In this paper, a new high-order compact ADI method for the unsteady convection–diffusion equation in three dimension(3D) is considered. Collecting the truncation error of the finite difference operator by the recursion method, we derive a new high-order compact finite difference scheme for the unsteady 1D convection–diffusion equation firstly. Then, based on the ADI method, applying a correction technique to reduce the error of the splitting term, a high-order compact ADI method for the unsteady 3D convection–diffusion equation is proposed, in which we solve a series of 1D problems with strictly diagonal dominant tri-diagonal structures instead of the high-dimensional ones. The scheme is proved to be unconditional stable. Moreover, the regularity and error estimate of the numerical solution are derived.
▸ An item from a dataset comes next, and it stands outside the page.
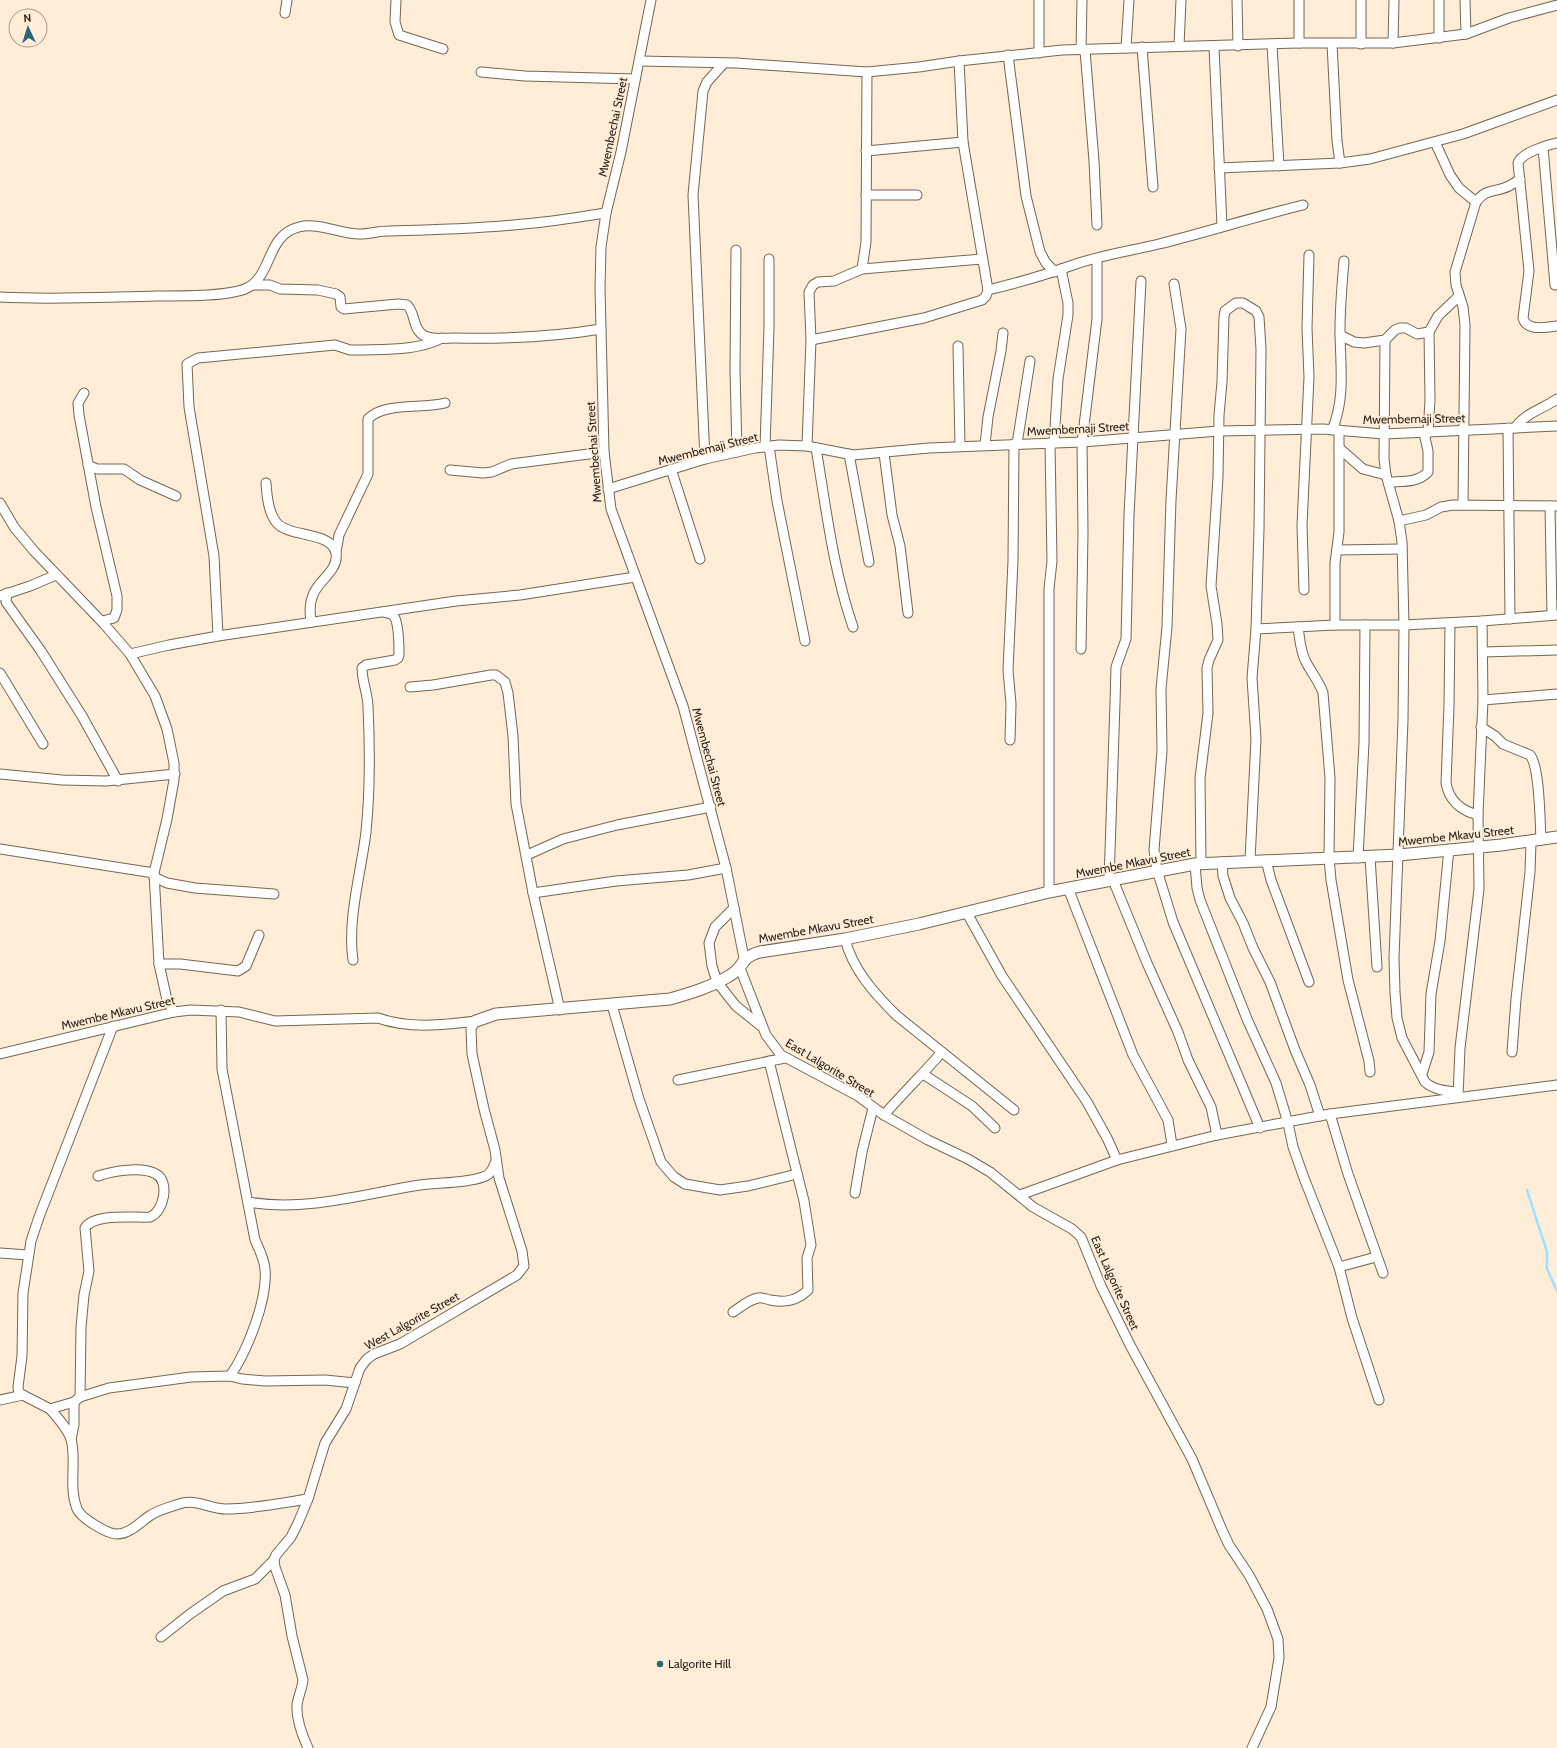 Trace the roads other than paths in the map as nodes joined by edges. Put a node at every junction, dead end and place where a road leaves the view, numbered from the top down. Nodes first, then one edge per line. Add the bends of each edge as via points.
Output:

Finally, some numerical examples are performed, which confirm the theoretical prediction and show that much better computational accuracy results can be got by applying the new scheme.

Suggested Citation

  • Wang, Kun & Wang, Hongyue, 2018. "Stability and error estimates of a new high-order compact ADI method for the unsteady 3D convection–diffusion equation," Applied Mathematics and Computation, Elsevier, vol. 331(C), pages 140-159.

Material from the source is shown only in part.